I am working on java 8 parallel stream and wanting to print the elements in parallel stream is some order (say insertion order, reverse order or sequential order).
For which i tried the following code:
System.out.println("With forEachOrdered:");
listOfIntegers
.parallelStream()
.forEachOrdered(e -> System.out.print(e + " "));
System.out.println("");
System.out.println("With Sequential:");
listOfIntegers.parallelStream()
.sequential()
.forEach(e -> System.out.print(e + " "));
And for both of these, i got the same output as follows:
With forEachOrdered:
1 2 3 4 5 6 7 8
With Sequential:
1 2 3 4 5 6 7 8
from the api documentation, i can see that:
forEachOrdered -> This is a terminal operation.
and
sequential -> This is an intermediate operation.
So my question is which one is more better to use?
and in which scenarios, one should be preferred over other?
listOfIntegers.parallelStream().sequential().forEach() creates a parallel Stream and then converts it to a sequential Stream, so you might as well use listOfIntegers.stream().forEach() instead, and get a sequential Stream in the first place.

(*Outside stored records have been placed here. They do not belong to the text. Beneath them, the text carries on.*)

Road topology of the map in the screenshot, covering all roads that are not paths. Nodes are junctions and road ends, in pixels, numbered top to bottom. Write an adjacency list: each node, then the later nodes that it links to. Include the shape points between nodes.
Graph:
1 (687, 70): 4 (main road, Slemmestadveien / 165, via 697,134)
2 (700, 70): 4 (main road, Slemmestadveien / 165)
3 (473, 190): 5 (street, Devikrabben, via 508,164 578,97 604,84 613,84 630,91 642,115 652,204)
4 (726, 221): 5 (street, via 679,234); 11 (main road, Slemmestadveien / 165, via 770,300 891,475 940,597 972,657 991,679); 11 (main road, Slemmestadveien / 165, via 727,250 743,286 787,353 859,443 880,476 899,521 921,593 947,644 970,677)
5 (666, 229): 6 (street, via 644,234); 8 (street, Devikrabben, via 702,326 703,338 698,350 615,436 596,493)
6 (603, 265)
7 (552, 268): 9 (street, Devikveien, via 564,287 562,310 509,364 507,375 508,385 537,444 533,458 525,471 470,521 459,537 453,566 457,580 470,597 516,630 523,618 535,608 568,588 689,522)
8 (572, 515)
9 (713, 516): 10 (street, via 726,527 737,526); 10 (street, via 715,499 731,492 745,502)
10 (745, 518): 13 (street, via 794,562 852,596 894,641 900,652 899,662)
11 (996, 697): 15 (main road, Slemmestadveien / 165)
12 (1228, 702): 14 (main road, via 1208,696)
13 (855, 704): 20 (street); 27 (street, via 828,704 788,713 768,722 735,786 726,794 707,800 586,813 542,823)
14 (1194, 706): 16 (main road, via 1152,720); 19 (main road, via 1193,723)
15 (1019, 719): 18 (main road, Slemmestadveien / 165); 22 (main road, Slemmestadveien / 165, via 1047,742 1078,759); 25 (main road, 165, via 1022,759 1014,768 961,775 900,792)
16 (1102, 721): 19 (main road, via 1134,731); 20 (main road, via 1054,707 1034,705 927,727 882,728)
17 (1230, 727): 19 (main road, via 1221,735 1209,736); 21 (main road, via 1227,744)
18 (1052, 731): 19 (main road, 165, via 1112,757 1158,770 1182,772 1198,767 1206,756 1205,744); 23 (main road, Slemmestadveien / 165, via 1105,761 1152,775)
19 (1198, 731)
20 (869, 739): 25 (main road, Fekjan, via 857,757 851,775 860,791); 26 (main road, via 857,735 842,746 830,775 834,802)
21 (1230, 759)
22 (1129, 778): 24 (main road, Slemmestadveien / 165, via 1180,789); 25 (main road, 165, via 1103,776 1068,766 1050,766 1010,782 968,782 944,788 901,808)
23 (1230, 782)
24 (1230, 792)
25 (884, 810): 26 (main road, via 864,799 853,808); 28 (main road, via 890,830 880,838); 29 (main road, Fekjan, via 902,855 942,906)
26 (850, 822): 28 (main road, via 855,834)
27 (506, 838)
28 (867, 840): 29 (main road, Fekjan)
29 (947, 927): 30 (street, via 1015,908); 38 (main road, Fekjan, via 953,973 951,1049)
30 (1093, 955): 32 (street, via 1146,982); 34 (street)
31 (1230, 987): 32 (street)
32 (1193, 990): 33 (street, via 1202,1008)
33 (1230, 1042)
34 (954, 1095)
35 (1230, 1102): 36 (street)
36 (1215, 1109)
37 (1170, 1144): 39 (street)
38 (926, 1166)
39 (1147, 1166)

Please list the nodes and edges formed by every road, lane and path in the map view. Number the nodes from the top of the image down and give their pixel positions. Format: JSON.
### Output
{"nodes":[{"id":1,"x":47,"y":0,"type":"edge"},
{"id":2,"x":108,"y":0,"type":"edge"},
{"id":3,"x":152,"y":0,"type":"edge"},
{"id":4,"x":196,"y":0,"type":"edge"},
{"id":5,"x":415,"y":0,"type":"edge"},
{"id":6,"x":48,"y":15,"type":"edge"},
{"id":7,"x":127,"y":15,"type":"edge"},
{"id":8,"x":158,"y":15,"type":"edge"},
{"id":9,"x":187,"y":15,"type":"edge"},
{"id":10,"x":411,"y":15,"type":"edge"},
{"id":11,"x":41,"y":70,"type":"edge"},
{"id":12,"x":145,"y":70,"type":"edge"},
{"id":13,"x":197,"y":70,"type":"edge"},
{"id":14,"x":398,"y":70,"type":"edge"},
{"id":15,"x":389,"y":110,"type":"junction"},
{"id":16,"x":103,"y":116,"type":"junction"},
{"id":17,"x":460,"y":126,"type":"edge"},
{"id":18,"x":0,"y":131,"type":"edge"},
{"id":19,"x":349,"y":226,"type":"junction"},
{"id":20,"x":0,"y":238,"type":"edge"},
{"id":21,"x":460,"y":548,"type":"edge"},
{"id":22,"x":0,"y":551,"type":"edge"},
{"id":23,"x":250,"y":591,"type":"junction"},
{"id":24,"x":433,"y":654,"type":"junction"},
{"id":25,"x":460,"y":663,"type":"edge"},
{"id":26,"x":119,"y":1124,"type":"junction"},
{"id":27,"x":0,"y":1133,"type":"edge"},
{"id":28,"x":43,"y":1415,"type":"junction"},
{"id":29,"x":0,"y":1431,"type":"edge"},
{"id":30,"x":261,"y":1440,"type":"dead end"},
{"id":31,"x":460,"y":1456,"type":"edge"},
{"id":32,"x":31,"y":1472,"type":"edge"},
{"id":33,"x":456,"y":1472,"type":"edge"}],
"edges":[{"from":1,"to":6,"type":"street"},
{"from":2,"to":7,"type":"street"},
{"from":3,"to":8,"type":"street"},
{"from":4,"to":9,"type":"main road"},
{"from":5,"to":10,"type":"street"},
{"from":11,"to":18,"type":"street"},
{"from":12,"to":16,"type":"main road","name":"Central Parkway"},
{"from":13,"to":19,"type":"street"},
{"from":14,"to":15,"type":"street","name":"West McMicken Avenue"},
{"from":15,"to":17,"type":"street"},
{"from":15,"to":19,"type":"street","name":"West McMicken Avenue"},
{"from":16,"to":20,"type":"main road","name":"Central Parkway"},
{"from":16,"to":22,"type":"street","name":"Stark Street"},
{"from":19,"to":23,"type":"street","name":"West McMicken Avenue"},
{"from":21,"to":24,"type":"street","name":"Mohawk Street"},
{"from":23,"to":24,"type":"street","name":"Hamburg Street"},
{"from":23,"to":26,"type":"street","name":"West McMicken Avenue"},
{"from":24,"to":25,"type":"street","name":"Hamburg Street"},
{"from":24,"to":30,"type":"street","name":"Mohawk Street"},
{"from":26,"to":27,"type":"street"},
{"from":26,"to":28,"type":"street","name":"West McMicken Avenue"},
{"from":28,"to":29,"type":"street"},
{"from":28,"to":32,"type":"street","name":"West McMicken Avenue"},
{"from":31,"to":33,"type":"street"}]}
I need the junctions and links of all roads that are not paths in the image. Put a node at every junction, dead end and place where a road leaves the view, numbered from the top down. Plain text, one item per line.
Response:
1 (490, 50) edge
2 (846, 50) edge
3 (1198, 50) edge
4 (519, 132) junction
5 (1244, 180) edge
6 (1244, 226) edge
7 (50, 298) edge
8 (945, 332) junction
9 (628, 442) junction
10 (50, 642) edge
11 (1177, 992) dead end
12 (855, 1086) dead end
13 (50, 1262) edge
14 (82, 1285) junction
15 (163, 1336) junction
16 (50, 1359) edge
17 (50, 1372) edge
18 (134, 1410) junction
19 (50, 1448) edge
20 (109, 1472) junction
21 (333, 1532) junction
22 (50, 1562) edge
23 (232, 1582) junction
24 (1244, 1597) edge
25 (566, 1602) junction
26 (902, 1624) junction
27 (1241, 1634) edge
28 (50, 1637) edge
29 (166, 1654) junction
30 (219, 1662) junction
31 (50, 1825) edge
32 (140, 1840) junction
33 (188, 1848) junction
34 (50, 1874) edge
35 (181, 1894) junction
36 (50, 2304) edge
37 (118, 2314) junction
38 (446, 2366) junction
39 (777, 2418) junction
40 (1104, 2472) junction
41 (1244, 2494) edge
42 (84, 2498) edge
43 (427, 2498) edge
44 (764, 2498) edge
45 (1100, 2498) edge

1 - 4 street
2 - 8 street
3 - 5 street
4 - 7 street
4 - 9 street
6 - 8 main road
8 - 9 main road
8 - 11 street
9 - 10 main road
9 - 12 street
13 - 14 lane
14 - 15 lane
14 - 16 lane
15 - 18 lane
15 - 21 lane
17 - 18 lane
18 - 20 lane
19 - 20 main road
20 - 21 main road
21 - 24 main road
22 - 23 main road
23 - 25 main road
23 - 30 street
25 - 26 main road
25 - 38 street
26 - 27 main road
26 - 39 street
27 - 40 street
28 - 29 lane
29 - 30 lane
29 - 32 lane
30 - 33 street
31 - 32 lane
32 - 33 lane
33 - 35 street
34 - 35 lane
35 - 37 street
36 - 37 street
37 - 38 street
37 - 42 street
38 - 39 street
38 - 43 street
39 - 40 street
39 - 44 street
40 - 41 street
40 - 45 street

listOfIntegers.parallelStream().forEachOrdered(e -> System.out.print(e + " ")) performs the operation on a parallel Stream, but guarantees the elements will be consumed in the encounter order of the Stream (if the Stream has a defined encounter order). However, it can be executed on multiple threads.
I don't see a reason of ever using listOfIntegers.parallelStream().sequential(). If you want a sequential Stream, why create a parallel Stream first?
You are asking somehow a misleading question, first you ask about:
.parallelStream()
.forEachOrdered(...)
This will create a parallel Stream, but elements will be consumed in order. If you add a map operation like this:
.map(...)
.parallelStream()
.forEachOrdered(...)
This will make the map very limited (from a parallel processing point of view) operations since threads have to wait for all other elements in encounter order to be processed (consumed by forEachOrdered). This regards stateless operations.
On the other hand if you have a stateful operation like:
.parallelStream()
.map()
.sorted()
.// other operations
Since sorted is stateful, the benefit of the stateless operations before it from a parallel processing will be bigger. And that happens because sorted has to gather all elements from the Stream, and Threads don't have to "wait" (at the forEachOrdered) for the elements in encounter order.
For the second example:
listOfIntegers.parallelStream()
.sequential()
.forEach(e -> System.out.print(e + " "))
you are basically saying turn parallel on and then turn it off. Streams are driven by the terminal operation, so even if you do:
.map...
.filter...
.parallel()
.map...
.sequential
This means that the entire pipeline will be executed sequentially, not that some part will be parallel and the other sequential. You are also relying on the fact that forEach preserves order and may be at the moment it does, but may be in a later release, sine you said you don't care about order (by using forEach in the first place), there will be an internal shuffling of the elements.
Stream pipelines may execute either sequentially or in parallel. This execution mode is a property of the stream. Streams are created with an initial choice of sequential or parallel execution. For example, Collection.stream() creates a sequential stream, and Collection.parallelStream() creates a parallel one. This choice of execution mode may be modified by the BaseStream.sequential() or BaseStream.parallel() methods.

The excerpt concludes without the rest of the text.